YOUR GOAL:
Print out each entry below in full, exactly as given, excluding pictures.
+++
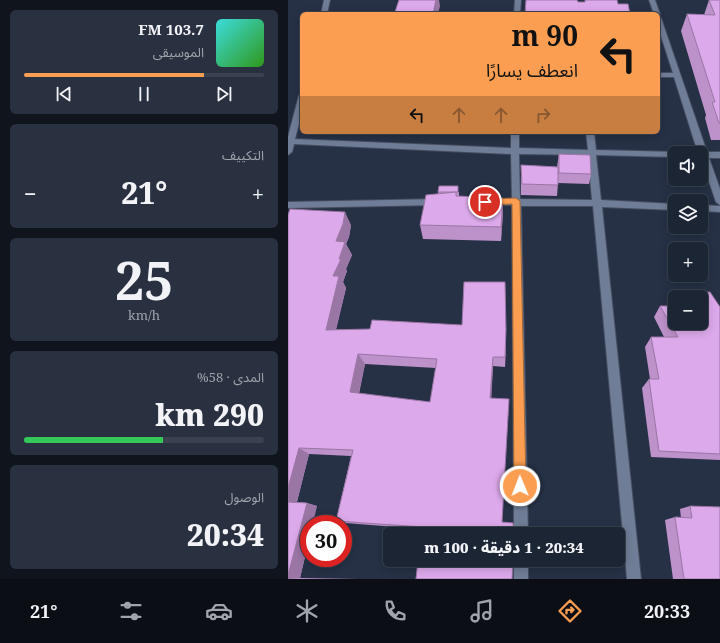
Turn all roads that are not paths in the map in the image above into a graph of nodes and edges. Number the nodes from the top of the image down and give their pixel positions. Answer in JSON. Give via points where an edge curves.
{"nodes":[{"id":1,"x":328,"y":0,"type":"edge"},
{"id":2,"x":518,"y":0,"type":"edge"},
{"id":3,"x":652,"y":0,"type":"edge"},
{"id":4,"x":325,"y":12,"type":"edge"},
{"id":5,"x":517,"y":12,"type":"edge"},
{"id":6,"x":656,"y":12,"type":"edge"},
{"id":7,"x":660,"y":24,"type":"edge"},
{"id":8,"x":660,"y":75,"type":"edge"},
{"id":9,"x":678,"y":75,"type":"junction"},
{"id":10,"x":300,"y":105,"type":"edge"},
{"id":11,"x":515,"y":134,"type":"edge"},
{"id":12,"x":590,"y":134,"type":"edge"},
{"id":13,"x":291,"y":141,"type":"junction"},
{"id":14,"x":700,"y":146,"type":"edge"},
{"id":15,"x":515,"y":150,"type":"junction"},
{"id":16,"x":288,"y":152,"type":"edge"},
{"id":17,"x":592,"y":152,"type":"junction"},
{"id":18,"x":668,"y":154,"type":"edge"},
{"id":19,"x":708,"y":155,"type":"edge"},
{"id":20,"x":720,"y":155,"type":"edge"},
{"id":21,"x":708,"y":169,"type":"edge"},
{"id":22,"x":516,"y":201,"type":"junction"},
{"id":23,"x":445,"y":202,"type":"edge"},
{"id":24,"x":484,"y":202,"type":"edge"},
{"id":25,"x":720,"y":202,"type":"edge"},
{"id":26,"x":597,"y":203,"type":"junction"},
{"id":27,"x":288,"y":205,"type":"edge"},
{"id":28,"x":668,"y":207,"type":"edge"},
{"id":29,"x":708,"y":208,"type":"edge"},
{"id":30,"x":720,"y":209,"type":"edge"},
{"id":31,"x":521,"y":527,"type":"edge"},
{"id":32,"x":521,"y":567,"type":"edge"},
{"id":33,"x":522,"y":579,"type":"edge"},
{"id":34,"x":634,"y":579,"type":"edge"}],
"edges":[{"from":1,"to":4,"type":"street"},
{"from":2,"to":5,"type":"street"},
{"from":3,"to":6,"type":"street"},
{"from":7,"to":9,"type":"street"},
{"from":8,"to":9,"type":"street"},
{"from":9,"to":14,"type":"street"},
{"from":10,"to":13,"type":"street"},
{"from":11,"to":15,"type":"street"},
{"from":12,"to":17,"type":"street"},
{"from":13,"to":15,"type":"street"},
{"from":13,"to":16,"type":"street"},
{"from":15,"to":17,"type":"street"},
{"from":15,"to":22,"type":"street"},
{"from":17,"to":18,"type":"street"},
{"from":17,"to":26,"type":"street"},
{"from":19,"to":20,"type":"street"},
{"from":21,"to":25,"type":"street"},
{"from":22,"to":24,"type":"street"},
{"from":22,"to":26,"type":"street"},
{"from":22,"to":31,"type":"street"},
{"from":23,"to":27,"type":"street"},
{"from":26,"to":28,"type":"street"},
{"from":26,"to":34,"type":"street"},
{"from":29,"to":30,"type":"street"},
{"from":32,"to":33,"type":"street"}]}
+++
ANSWER TO THIS EXERCISE:
Turn all roads that are not paths in the map in the image above into a graph of nodes and edges. Number the nodes from the top of the image down and give their pixel positions. Answer in JSON. Give via points where an edge curves.
{"nodes":[{"id":1,"x":328,"y":0,"type":"edge"},
{"id":2,"x":518,"y":0,"type":"edge"},
{"id":3,"x":652,"y":0,"type":"edge"},
{"id":4,"x":325,"y":12,"type":"edge"},
{"id":5,"x":517,"y":12,"type":"edge"},
{"id":6,"x":656,"y":12,"type":"edge"},
{"id":7,"x":660,"y":24,"type":"edge"},
{"id":8,"x":660,"y":75,"type":"edge"},
{"id":9,"x":678,"y":75,"type":"junction"},
{"id":10,"x":300,"y":105,"type":"edge"},
{"id":11,"x":515,"y":134,"type":"edge"},
{"id":12,"x":590,"y":134,"type":"edge"},
{"id":13,"x":291,"y":141,"type":"junction"},
{"id":14,"x":700,"y":146,"type":"edge"},
{"id":15,"x":515,"y":150,"type":"junction"},
{"id":16,"x":288,"y":152,"type":"edge"},
{"id":17,"x":592,"y":152,"type":"junction"},
{"id":18,"x":668,"y":154,"type":"edge"},
{"id":19,"x":708,"y":155,"type":"edge"},
{"id":20,"x":720,"y":155,"type":"edge"},
{"id":21,"x":708,"y":169,"type":"edge"},
{"id":22,"x":516,"y":201,"type":"junction"},
{"id":23,"x":445,"y":202,"type":"edge"},
{"id":24,"x":484,"y":202,"type":"edge"},
{"id":25,"x":720,"y":202,"type":"edge"},
{"id":26,"x":597,"y":203,"type":"junction"},
{"id":27,"x":288,"y":205,"type":"edge"},
{"id":28,"x":668,"y":207,"type":"edge"},
{"id":29,"x":708,"y":208,"type":"edge"},
{"id":30,"x":720,"y":209,"type":"edge"},
{"id":31,"x":521,"y":527,"type":"edge"},
{"id":32,"x":521,"y":567,"type":"edge"},
{"id":33,"x":522,"y":579,"type":"edge"},
{"id":34,"x":634,"y":579,"type":"edge"}],
"edges":[{"from":1,"to":4,"type":"street"},
{"from":2,"to":5,"type":"street"},
{"from":3,"to":6,"type":"street"},
{"from":7,"to":9,"type":"street"},
{"from":8,"to":9,"type":"street"},
{"from":9,"to":14,"type":"street"},
{"from":10,"to":13,"type":"street"},
{"from":11,"to":15,"type":"street"},
{"from":12,"to":17,"type":"street"},
{"from":13,"to":15,"type":"street"},
{"from":13,"to":16,"type":"street"},
{"from":15,"to":17,"type":"street"},
{"from":15,"to":22,"type":"street"},
{"from":17,"to":18,"type":"street"},
{"from":17,"to":26,"type":"street"},
{"from":19,"to":20,"type":"street"},
{"from":21,"to":25,"type":"street"},
{"from":22,"to":24,"type":"street"},
{"from":22,"to":26,"type":"street"},
{"from":22,"to":31,"type":"street"},
{"from":23,"to":27,"type":"street"},
{"from":26,"to":28,"type":"street"},
{"from":26,"to":34,"type":"street"},
{"from":29,"to":30,"type":"street"},
{"from":32,"to":33,"type":"street"}]}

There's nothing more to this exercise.